The one big miss the developers had was connecting the story to the gameplay. There are cutscenes explaining Emily’s problems and you can chat with her friends every night, but being able to connect the seemingly random puzzles to what’s going on in Emily’s life would have been the icing on the cake. The story is close to driving the entire game, with mountains of dialog (to also include four whole books) that is both silly, serious, and emotional. It’s a shame these emotions didn’t connect to the gameplay. The scary elements are never explained. Why is there a monster? The game isn’t even sure. Why is the house made of meat? A symbol for Emily’s internal collapse, perhaps? Everything is a metaphor. Why am I messing around with the pump system besides trying to get it open the door? Why is Minesweeper a continuous puzzle? Why choose the word “Stay” as a word puzzle, why not something more relevant? The puzzles could’ve been exactly the same (besides number passcodes, can we try to come up with something more creative?), they just needed their theming changed to fit the story.

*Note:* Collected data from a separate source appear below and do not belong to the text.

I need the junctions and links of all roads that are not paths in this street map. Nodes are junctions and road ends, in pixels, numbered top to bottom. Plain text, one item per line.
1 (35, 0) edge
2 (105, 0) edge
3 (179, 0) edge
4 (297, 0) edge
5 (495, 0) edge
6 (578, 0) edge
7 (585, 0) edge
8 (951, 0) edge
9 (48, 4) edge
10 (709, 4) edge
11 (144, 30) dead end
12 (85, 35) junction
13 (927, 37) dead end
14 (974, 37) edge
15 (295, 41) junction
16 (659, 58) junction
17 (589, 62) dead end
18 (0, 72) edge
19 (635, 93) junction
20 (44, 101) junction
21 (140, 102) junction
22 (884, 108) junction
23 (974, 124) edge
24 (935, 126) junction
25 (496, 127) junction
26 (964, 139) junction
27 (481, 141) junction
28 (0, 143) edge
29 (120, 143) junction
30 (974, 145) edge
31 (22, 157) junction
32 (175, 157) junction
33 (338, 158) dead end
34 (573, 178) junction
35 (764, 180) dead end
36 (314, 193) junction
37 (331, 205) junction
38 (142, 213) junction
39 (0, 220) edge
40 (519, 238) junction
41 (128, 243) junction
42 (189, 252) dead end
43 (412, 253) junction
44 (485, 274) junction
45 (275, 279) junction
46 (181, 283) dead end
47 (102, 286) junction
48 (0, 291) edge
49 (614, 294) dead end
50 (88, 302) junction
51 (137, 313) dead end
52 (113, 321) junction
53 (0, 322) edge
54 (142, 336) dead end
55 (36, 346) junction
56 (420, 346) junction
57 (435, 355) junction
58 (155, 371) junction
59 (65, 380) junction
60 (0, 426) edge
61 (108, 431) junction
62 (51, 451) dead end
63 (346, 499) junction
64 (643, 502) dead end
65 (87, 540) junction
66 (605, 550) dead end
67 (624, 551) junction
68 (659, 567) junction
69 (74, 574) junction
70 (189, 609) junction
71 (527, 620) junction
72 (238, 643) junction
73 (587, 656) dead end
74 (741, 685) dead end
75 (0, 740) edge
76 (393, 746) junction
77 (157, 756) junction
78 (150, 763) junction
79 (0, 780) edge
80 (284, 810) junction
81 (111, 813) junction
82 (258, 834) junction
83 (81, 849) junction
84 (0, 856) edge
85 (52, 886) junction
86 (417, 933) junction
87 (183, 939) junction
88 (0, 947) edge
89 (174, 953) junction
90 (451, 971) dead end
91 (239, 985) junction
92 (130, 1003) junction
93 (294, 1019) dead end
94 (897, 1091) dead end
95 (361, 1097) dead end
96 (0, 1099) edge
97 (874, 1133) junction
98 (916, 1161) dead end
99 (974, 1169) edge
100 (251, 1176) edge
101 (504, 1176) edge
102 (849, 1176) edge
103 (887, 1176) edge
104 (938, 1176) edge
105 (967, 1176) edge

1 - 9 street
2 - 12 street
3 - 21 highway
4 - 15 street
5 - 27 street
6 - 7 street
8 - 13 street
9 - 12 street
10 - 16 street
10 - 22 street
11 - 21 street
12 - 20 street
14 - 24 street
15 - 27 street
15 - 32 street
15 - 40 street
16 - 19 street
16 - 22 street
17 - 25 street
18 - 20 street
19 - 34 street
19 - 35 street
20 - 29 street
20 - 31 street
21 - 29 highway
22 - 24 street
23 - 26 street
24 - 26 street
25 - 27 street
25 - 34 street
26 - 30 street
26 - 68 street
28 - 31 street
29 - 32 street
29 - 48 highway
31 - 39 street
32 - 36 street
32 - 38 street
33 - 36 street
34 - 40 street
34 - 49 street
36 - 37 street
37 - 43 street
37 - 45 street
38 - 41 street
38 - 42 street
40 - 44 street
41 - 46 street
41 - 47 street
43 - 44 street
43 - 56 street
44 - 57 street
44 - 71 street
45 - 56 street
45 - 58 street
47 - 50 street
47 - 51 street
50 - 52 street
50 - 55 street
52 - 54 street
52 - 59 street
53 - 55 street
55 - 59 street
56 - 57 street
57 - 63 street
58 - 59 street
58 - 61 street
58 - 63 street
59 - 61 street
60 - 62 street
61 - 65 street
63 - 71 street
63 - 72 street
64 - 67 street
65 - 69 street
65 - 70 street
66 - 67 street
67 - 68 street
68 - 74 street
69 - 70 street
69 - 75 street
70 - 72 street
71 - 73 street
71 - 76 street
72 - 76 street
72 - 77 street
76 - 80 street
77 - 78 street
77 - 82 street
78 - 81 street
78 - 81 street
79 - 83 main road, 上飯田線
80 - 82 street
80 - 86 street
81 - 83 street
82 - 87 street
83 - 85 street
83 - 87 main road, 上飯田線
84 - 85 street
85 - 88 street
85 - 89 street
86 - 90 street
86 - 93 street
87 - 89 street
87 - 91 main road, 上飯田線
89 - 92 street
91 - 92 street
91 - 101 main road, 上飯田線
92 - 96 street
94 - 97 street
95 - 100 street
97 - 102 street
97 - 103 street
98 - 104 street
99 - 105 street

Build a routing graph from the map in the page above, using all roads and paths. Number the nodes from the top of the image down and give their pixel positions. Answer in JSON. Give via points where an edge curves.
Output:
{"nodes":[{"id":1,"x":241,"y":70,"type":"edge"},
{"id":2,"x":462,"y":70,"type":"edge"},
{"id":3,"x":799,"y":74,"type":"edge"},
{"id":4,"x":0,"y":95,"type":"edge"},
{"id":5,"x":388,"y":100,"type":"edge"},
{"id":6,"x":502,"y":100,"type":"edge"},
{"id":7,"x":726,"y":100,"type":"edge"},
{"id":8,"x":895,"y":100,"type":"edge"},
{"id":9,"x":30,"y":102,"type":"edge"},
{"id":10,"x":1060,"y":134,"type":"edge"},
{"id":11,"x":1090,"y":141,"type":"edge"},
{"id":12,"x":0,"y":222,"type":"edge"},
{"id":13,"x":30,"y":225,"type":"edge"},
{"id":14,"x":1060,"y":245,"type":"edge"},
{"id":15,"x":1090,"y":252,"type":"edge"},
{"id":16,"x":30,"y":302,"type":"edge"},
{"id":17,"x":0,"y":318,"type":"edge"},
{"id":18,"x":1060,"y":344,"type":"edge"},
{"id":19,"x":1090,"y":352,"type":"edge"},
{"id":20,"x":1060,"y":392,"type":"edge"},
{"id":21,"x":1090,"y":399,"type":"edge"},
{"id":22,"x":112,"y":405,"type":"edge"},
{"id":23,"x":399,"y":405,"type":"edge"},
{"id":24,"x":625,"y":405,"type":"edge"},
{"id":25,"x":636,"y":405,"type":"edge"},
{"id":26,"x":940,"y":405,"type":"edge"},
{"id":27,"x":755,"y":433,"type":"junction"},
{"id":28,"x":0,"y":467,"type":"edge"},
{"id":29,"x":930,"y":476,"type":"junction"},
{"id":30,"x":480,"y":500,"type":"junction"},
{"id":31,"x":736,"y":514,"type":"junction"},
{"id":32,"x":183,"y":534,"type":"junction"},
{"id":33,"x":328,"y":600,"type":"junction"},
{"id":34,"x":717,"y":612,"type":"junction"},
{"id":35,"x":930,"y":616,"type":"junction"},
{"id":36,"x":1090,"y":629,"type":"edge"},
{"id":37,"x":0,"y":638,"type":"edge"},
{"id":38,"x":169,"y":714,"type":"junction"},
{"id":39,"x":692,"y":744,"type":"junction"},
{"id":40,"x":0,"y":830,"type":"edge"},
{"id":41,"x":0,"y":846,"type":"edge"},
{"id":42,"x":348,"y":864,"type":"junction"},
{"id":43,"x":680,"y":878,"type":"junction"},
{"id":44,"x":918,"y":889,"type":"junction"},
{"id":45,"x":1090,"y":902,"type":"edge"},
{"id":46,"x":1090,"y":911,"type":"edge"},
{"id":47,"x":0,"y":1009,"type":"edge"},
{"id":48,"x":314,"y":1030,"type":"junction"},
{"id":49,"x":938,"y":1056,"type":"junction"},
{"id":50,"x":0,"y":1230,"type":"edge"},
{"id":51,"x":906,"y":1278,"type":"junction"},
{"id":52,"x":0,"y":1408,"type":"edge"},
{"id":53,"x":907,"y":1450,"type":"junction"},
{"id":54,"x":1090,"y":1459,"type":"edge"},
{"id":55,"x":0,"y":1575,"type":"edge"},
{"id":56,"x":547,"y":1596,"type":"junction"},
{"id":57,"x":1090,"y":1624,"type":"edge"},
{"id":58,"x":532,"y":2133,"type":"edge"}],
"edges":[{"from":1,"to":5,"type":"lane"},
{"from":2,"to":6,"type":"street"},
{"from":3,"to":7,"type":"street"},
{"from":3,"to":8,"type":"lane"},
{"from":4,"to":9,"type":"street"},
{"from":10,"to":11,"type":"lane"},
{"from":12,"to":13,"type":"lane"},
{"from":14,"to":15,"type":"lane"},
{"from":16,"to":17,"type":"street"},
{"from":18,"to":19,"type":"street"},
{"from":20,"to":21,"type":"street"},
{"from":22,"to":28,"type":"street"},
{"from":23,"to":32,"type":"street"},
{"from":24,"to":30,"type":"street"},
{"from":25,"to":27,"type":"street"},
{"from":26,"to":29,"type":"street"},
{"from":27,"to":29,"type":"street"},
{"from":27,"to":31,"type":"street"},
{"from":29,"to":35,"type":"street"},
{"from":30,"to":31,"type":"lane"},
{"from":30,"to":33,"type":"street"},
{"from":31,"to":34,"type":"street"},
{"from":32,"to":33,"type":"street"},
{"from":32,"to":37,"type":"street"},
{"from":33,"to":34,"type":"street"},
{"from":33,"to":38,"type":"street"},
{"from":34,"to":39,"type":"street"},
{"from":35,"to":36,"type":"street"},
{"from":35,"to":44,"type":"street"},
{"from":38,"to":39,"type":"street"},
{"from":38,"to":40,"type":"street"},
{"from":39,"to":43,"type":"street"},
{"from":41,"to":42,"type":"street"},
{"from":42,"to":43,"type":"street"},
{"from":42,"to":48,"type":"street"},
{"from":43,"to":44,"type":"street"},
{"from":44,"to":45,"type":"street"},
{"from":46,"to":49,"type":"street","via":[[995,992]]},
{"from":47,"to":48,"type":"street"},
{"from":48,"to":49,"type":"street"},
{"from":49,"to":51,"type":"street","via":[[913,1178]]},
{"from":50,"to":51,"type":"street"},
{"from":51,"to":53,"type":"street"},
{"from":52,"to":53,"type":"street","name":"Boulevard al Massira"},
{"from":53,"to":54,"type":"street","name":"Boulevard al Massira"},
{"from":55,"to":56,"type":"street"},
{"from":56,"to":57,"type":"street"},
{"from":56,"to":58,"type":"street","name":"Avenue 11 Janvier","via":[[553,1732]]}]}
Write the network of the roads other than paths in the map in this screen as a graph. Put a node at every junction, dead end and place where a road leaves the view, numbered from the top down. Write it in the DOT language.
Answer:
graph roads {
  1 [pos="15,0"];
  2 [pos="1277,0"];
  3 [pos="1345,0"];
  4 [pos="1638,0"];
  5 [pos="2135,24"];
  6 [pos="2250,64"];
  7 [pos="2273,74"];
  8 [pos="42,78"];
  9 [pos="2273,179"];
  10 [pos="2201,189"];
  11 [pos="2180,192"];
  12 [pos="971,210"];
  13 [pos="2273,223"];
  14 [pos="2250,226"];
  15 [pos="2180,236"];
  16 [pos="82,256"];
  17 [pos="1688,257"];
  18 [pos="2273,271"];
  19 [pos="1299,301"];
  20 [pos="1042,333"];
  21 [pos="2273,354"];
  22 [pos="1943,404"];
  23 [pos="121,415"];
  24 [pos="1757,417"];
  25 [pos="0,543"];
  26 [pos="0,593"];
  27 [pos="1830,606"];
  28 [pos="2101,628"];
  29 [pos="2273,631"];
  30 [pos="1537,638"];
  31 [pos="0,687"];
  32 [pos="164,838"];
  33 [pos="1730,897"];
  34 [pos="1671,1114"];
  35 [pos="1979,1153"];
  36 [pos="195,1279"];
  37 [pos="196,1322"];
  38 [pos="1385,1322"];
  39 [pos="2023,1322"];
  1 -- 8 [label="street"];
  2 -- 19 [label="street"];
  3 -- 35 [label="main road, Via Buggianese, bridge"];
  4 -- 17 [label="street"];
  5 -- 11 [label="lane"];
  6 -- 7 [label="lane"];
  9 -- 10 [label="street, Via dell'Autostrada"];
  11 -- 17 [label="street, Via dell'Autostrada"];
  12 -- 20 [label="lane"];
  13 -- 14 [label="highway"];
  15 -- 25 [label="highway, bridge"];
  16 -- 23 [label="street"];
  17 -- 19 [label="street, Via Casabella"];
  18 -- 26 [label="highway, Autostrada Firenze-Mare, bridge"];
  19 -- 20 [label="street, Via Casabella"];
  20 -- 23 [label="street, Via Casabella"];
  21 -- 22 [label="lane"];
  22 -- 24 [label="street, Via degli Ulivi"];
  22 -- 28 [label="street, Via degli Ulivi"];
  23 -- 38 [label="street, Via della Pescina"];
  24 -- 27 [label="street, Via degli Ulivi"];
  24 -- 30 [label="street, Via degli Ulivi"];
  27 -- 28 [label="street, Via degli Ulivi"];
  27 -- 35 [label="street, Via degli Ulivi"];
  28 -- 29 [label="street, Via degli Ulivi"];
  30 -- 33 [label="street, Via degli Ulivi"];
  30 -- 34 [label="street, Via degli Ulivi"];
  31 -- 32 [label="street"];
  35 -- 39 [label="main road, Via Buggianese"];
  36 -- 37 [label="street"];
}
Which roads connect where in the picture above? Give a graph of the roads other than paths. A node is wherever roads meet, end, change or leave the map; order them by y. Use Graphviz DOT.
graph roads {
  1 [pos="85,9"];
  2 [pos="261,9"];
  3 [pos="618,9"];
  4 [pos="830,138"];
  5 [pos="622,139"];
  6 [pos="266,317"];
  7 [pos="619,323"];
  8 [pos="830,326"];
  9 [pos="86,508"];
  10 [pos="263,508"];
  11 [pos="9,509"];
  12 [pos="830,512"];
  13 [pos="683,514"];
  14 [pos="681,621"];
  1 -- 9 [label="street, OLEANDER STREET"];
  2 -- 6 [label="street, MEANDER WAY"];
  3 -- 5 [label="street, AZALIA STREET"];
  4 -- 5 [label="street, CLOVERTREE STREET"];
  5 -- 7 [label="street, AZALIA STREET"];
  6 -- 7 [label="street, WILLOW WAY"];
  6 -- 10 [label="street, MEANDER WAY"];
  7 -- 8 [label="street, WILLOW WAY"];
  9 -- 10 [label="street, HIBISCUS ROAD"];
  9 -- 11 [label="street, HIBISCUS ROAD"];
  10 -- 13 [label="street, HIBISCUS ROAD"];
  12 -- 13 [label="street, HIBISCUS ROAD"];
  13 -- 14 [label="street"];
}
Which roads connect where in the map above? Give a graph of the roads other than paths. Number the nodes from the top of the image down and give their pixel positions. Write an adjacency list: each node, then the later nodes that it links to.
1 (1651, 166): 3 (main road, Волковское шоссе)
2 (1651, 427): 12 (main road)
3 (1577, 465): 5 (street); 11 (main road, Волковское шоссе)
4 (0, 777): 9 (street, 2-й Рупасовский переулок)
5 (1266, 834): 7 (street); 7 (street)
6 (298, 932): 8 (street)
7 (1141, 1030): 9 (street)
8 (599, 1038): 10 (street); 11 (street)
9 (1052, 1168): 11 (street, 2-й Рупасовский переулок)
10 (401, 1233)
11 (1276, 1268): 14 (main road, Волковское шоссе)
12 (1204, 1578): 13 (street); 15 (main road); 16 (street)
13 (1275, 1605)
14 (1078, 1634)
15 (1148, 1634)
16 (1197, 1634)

The art in Homebody has an aesthetic I really jive with. Kind of gritty and static like PlayStation 1 horror games, but smooth and simple 3D models and comic book-like dialog visuals (seriously it’s just a camera box facing the character, but has a great effect) make up an interesting environment. The clean lines and shapes make things easy to navigate and solve puzzles (but don’t get me started on the clunky Resident Evil-style camera angles). Characters do simple facial movements to help emphasize their reply, giving sarcastic context to their serious dialog. The UI is straightforward and pretty minimal. My only gripe is wanting to know if a clue is part of a solved or unsolved puzzle. I wish it saved puzzles you were working on so you could look at it in the menu without having to walk to the location. Puzzle hints that are dialog are also not stored anywhere, so you have to find a way to have them show again if you forget. I took screenshots and notes to help me solve some puzzles.
Homebody’s audio is mostly atmospheric and mostly unsettling. The sound effects were perfectly timed to hit scary jumps and cue the creepy vibes well. Some sounds can get monotonous, like the clunking of the grandfather clock heard throughout the house. Other scratching mechanical sounds feel like there’s something moving that you should be aware of, causing distraction more than creepiness. Don’t get me wrong, audio can play an important role in Homebody, there are auditory puzzles and you have to keep your ears peeled for sounds of the monster coming. I wonder if using even less audio would have made the game scarier. Instead of ambient scratches, what if it was the occasional gust of wind, house creaks, and your character breathing? Horror is better with less, as it’s the user’s imagination that comes up with the scary bits.
Jordan played Homebody on PC with a key provided by the developer. Homebody is also available on PlayStation 5, PlayStation 4, Nintendo Switch, Xbox One, and Xbox Series.